I know the title of this “The Best…” list is a bit strange, but I couldn’t figure out a better one.
Some fascinating projects are going on to visualize how people throughout the world have interacted throughout history. Here are the two that I know of, and I hope others can point me in the direction of others. It seems to me these resources have the potential of some really exciting lesson plans (and if you have some ideas on how to use them in class, please leave them in the comments section).
The sentiment of the world throughout history through Wikipedia
Here’s how The New York Times describes this project:
Kalev Leetaru, a researcher at the University of Illinois, has been looking at the capacious volunteer-written encyclopedia as a Big Data resource, concentrating on the connections between cities around the globe over time.
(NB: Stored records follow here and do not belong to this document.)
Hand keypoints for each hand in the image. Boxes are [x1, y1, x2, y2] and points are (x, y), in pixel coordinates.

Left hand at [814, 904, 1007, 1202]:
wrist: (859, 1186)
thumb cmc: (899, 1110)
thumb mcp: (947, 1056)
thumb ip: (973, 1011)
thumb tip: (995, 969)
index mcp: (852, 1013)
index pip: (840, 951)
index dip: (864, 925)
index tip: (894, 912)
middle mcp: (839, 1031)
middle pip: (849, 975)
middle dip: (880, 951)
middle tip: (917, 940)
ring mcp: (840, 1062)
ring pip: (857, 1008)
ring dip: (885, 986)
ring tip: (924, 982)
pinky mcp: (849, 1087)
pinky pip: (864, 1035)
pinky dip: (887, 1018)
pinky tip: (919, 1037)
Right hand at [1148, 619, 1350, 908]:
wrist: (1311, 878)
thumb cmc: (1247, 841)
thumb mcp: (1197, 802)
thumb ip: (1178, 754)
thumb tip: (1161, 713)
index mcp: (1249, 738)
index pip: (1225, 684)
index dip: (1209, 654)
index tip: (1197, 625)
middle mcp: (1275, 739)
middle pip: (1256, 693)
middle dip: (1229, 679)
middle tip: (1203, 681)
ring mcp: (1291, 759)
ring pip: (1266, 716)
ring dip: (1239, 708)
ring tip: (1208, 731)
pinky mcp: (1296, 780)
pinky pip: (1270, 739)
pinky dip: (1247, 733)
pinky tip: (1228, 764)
To understand these connections, he focuses on the type of language used to talk about a particular place, to see whether the writers have a generally positive or negative sentiment toward the place at that time.
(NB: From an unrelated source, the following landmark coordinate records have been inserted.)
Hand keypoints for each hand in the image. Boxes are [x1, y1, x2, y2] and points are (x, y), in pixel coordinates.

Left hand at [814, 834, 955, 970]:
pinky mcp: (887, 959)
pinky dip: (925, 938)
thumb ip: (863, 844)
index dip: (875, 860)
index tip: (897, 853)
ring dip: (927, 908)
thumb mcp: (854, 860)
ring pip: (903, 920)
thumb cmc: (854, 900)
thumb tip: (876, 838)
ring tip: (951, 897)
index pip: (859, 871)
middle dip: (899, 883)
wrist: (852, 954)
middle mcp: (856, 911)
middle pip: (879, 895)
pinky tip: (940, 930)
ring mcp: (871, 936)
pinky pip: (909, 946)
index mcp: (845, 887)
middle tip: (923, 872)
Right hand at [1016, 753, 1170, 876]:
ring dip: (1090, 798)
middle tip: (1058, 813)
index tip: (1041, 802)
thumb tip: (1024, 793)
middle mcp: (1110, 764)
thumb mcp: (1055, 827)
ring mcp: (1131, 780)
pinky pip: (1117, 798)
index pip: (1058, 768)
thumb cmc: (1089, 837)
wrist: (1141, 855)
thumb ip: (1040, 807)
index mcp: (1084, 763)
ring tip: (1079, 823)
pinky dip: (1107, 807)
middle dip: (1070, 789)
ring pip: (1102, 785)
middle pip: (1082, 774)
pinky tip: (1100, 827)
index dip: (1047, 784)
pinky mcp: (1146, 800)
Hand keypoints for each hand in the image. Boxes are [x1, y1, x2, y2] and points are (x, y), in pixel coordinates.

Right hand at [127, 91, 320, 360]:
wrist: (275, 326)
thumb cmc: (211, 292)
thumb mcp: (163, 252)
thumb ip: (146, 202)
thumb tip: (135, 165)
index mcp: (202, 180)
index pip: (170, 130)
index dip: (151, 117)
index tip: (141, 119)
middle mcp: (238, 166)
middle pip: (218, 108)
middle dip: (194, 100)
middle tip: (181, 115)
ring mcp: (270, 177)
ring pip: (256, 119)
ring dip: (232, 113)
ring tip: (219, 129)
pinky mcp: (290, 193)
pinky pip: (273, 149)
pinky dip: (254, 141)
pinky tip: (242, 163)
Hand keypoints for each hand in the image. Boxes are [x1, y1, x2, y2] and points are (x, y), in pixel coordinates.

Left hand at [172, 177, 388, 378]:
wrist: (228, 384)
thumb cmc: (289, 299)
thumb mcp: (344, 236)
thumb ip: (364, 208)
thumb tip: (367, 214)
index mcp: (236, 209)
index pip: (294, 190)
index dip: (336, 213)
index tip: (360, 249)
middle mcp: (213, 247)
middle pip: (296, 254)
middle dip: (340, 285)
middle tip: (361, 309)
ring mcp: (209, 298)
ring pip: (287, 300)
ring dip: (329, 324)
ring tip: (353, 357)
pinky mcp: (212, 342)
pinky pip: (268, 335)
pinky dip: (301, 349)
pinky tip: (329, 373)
The result is an interesting historical atlas of the rise of globalization and warfare.
You can read more about it at The New York Times article, How Big Data Sees Wikipedia.
The Atlantic has an even more useful and accessible summary of the project.
You can see a related video, and here’s another video:
Mapping The Republic Of Letters
As The New York Times describes it, Stanford has:
used today’s digital technology to reconstruct the network of Enlightenment correspondence that linked thinkers like Locke, Voltaire and Rousseau.
The project is called The Republic Of Letters. They’ve got a fascinating website that has a great interactive.
Here’s a video about the project:
This is a pretty intriguing interactive infographic:
You may have read about a project to “chart the movement of Western culture over the past 2,000 years.”
Here’s a video animation of the project:
Sict Degrees of Francis Bacon is a similar project. Here’s a video about it:
Feedback is welcome.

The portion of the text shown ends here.